EXERCISE DETAILS
Lift out all lines below that contain "roads".

TASK DATA Start Marker

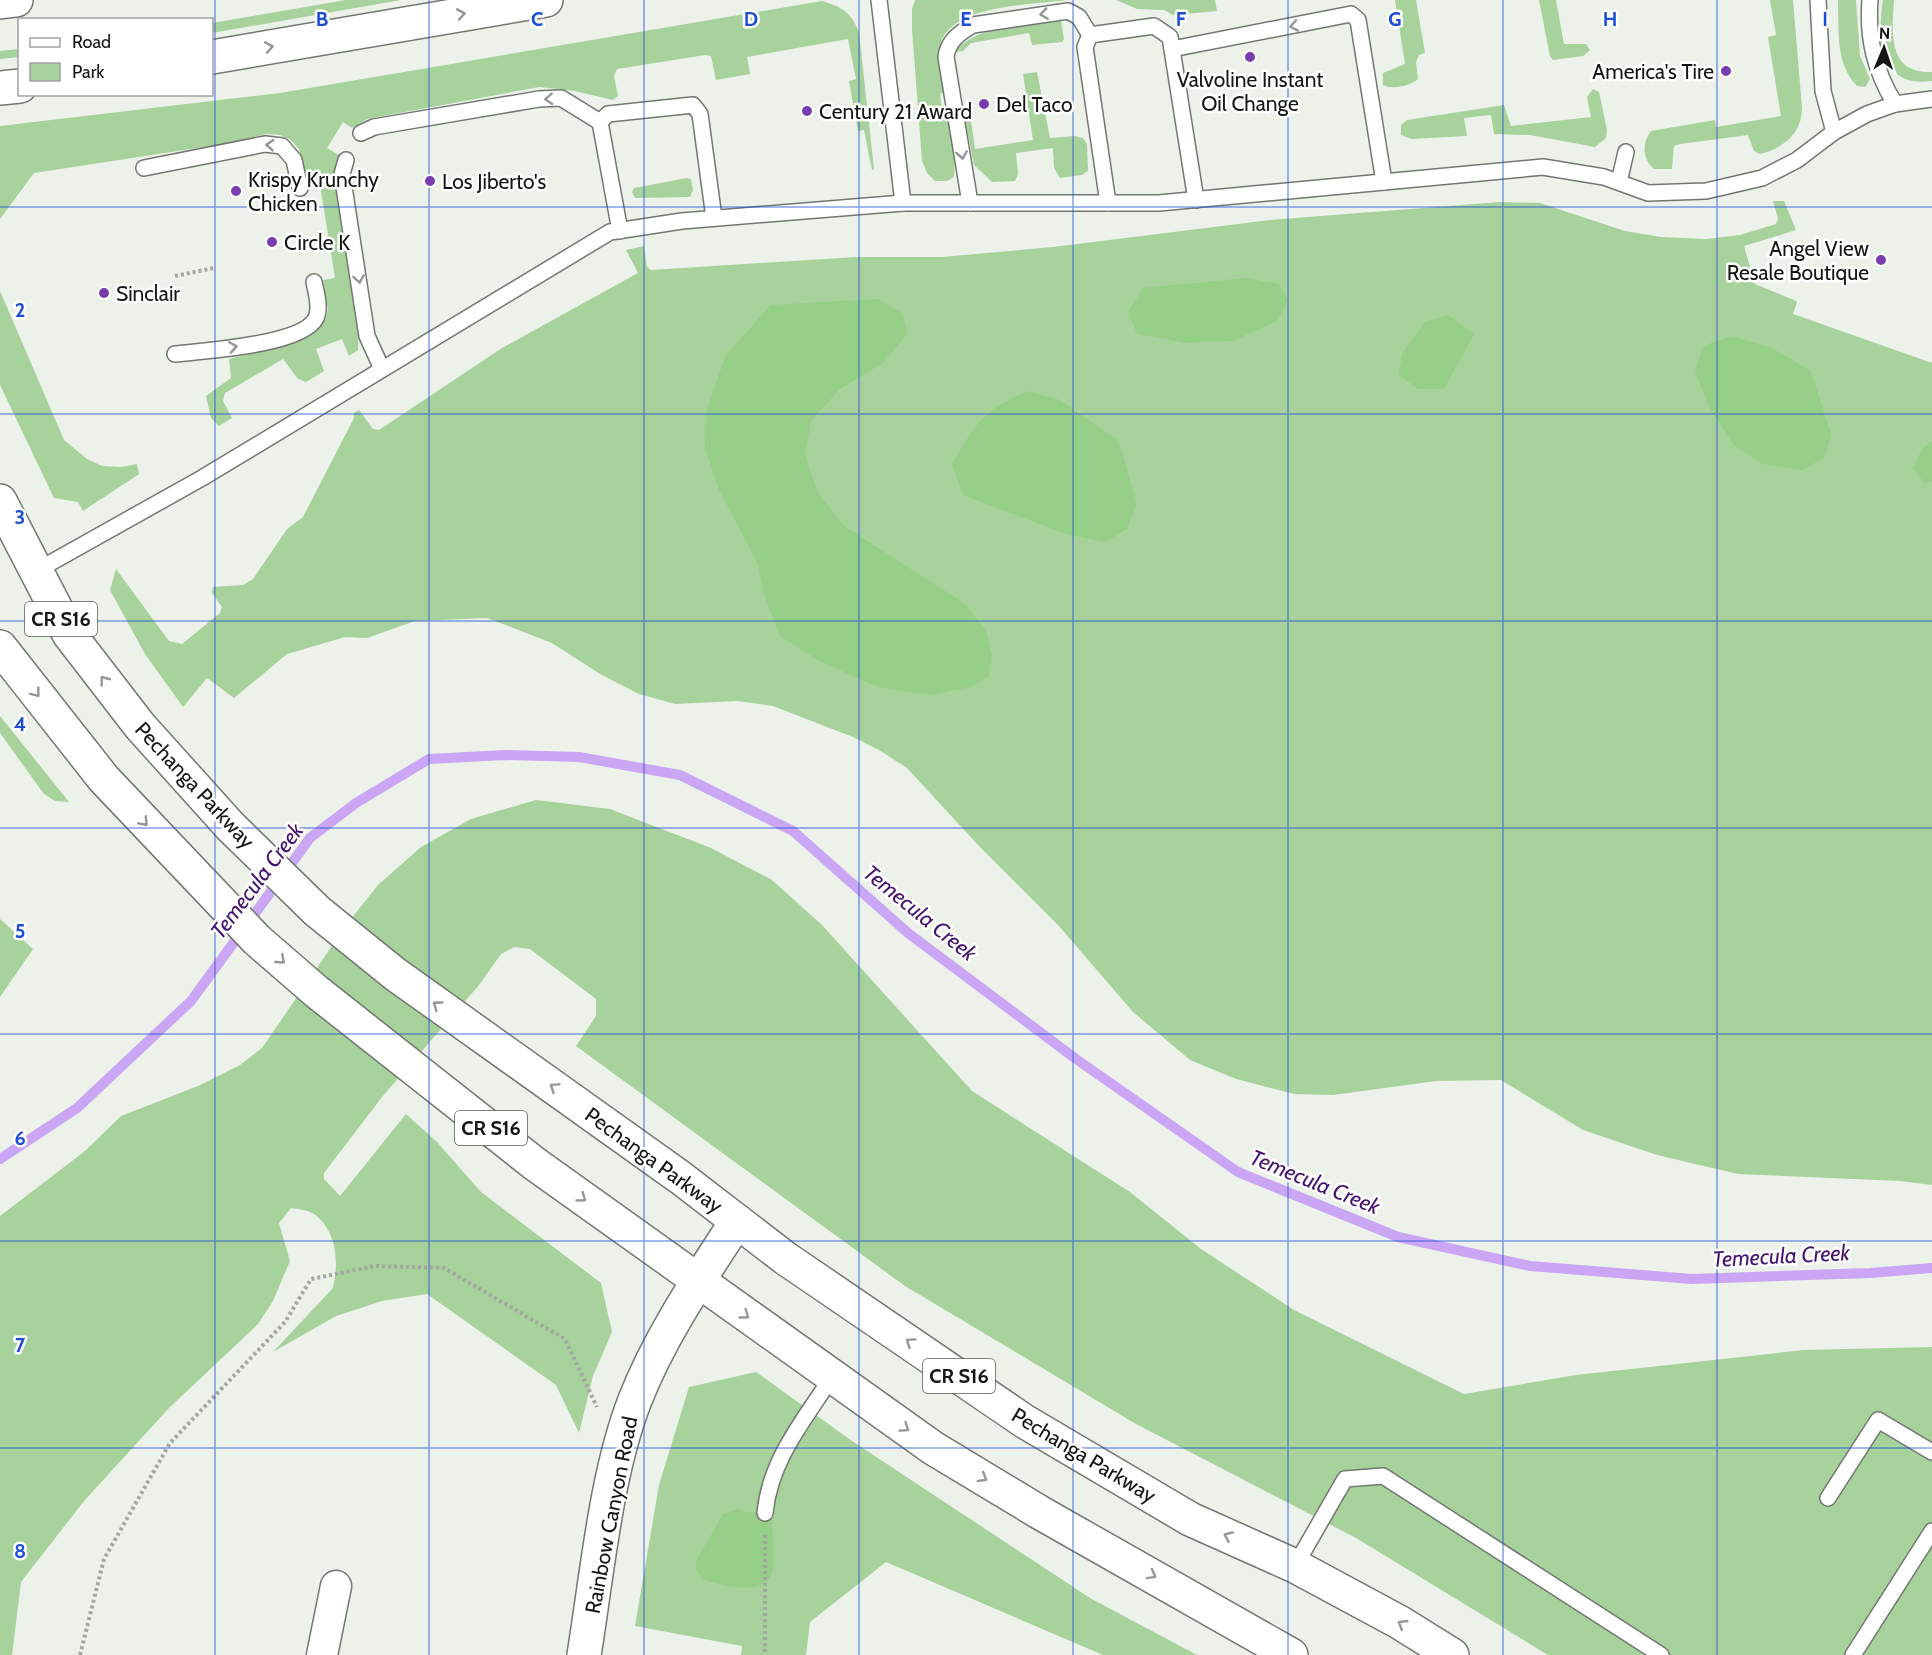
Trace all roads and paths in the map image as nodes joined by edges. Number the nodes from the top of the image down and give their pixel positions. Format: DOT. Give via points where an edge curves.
graph roads {
  1 [pos="16,0"];
  2 [pos="546,0"];
  3 [pos="879,0"];
  4 [pos="1818,0"];
  5 [pos="1870,0"];
  6 [pos="0,2"];
  7 [pos="1090,35"];
  8 [pos="1172,49"];
  9 [pos="213,57"];
  10 [pos="18,86"];
  11 [pos="0,88"];
  12 [pos="1932,99"];
  13 [pos="1895,104"];
  14 [pos="600,122"];
  15 [pos="1834,132"];
  16 [pos="361,133"];
  17 [pos="1626,152"];
  18 [pos="346,160"];
  19 [pos="144,168"];
  20 [pos="1384,182"];
  21 [pos="1619,182"];
  22 [pos="300,188"];
  23 [pos="1196,200"];
  24 [pos="903,203"];
  25 [pos="970,203"];
  26 [pos="1108,203"];
  27 [pos="714,218"];
  28 [pos="620,231"];
  29 [pos="214,268"];
  30 [pos="175,276"];
  31 [pos="314,282"];
  32 [pos="175,354"];
  33 [pos="382,369"];
  34 [pos="0,501"];
  35 [pos="36,571"];
  36 [pos="0,647"];
  37 [pos="737,1221"];
  38 [pos="698,1281"];
  39 [pos="832,1377"];
  40 [pos="1932,1452"];
  41 [pos="619,1454"];
  42 [pos="1828,1498"];
  43 [pos="765,1513"];
  44 [pos="1932,1531"];
  45 [pos="1295,1566"];
  46 [pos="336,1586"];
  47 [pos="80,1655"];
  48 [pos="322,1655"];
  49 [pos="584,1655"];
  50 [pos="765,1655"];
  51 [pos="1291,1655"];
  52 [pos="1452,1655"];
  53 [pos="1661,1655"];
  54 [pos="1853,1655"];
  1 -- 6 [label="main road"];
  9 -- 2 [label="main road, one-way"];
  3 -- 24 [label="lane"];
  4 -- 15 [label="lane" via="1823,91"];
  5 -- 13 [label="lane" via="1875,65"];
  7 -- 8 [label="lane" via="1154,26 1170,37"];
  7 -- 25 [label="lane, one-way" via="1079,17 1068,10 973,25 948,46 946,57"];
  7 -- 26 [label="lane" via="1085,47"];
  20 -- 8 [label="lane, one-way" via="1358,20 1351,14"];
  8 -- 23 [label="lane"];
  10 -- 11 [label="main road"];
  12 -- 13 [label="lane"];
  13 -- 15 [label="lane"];
  14 -- 16 [label="lane, one-way" via="561,98 539,99 374,127"];
  14 -- 27 [label="lane" via="608,114 693,105 700,114"];
  14 -- 28 [label="lane"];
  15 -- 21 [label="lane" via="1797,160 1762,178 1706,191 1648,193"];
  17 -- 21 [label="lane"];
  18 -- 33 [label="lane, one-way" via="342,174 368,336"];
  22 -- 19 [label="lane, one-way" via="294,160 282,146 265,144"];
  20 -- 21 [label="lane" via="1543,167"];
  20 -- 23 [label="lane"];
  23 -- 26 [label="lane"];
  24 -- 25 [label="lane"];
  24 -- 27 [label="lane"];
  25 -- 26 [label="lane"];
  27 -- 28 [label="lane"];
  28 -- 33 [label="lane" via="610,232"];
  29 -- 30 [label="path"];
  32 -- 31 [label="lane, one-way" via="272,340 305,330 316,319 318,309"];
  33 -- 35 [label="lane" via="202,478"];
  34 -- 35 [label="main road, Pechanga Parkway / CR S16"];
  37 -- 35 [label="main road, Pechanga Parkway / CR S16, one-way" via="484,1040 317,910 230,826 140,726 69,634"];
  36 -- 38 [label="main road, CR S16, one-way" via="104,779 257,940 535,1164"];
  37 -- 38 [label="main road, Rainbow Canyon Road"];
  45 -- 37 [label="main road, Pechanga Parkway / CR S16, one-way" via="1190,1519 1024,1421"];
  38 -- 39 [label="main road, CR S16, one-way"];
  38 -- 41 [label="main road, Rainbow Canyon Road" via="665,1336 635,1400"];
  39 -- 43 [label="lane" via="776,1465"];
  39 -- 51 [label="main road, CR S16, one-way" via="933,1448"];
  40 -- 42 [label="lane" via="1878,1420"];
  41 -- 47 [label="path" via="565,1339 444,1268 375,1266 311,1279 285,1322 170,1443 104,1558"];
  41 -- 49 [label="main road, Rainbow Canyon Road"];
  43 -- 50 [label="path"];
  44 -- 54 [label="lane"];
  52 -- 45 [label="main road, Pechanga Parkway / CR S16, one-way"];
  45 -- 53 [label="lane" via="1345,1479 1383,1476"];
  46 -- 48 [label="street"];
}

TASK DATA End Marker

SOLUTION TO THE PROBLEM
Trace all roads and paths in the map image as nodes joined by edges. Number the nodes from the top of the image down and give their pixel positions. Format: DOT. Give via points where an edge curves.
graph roads {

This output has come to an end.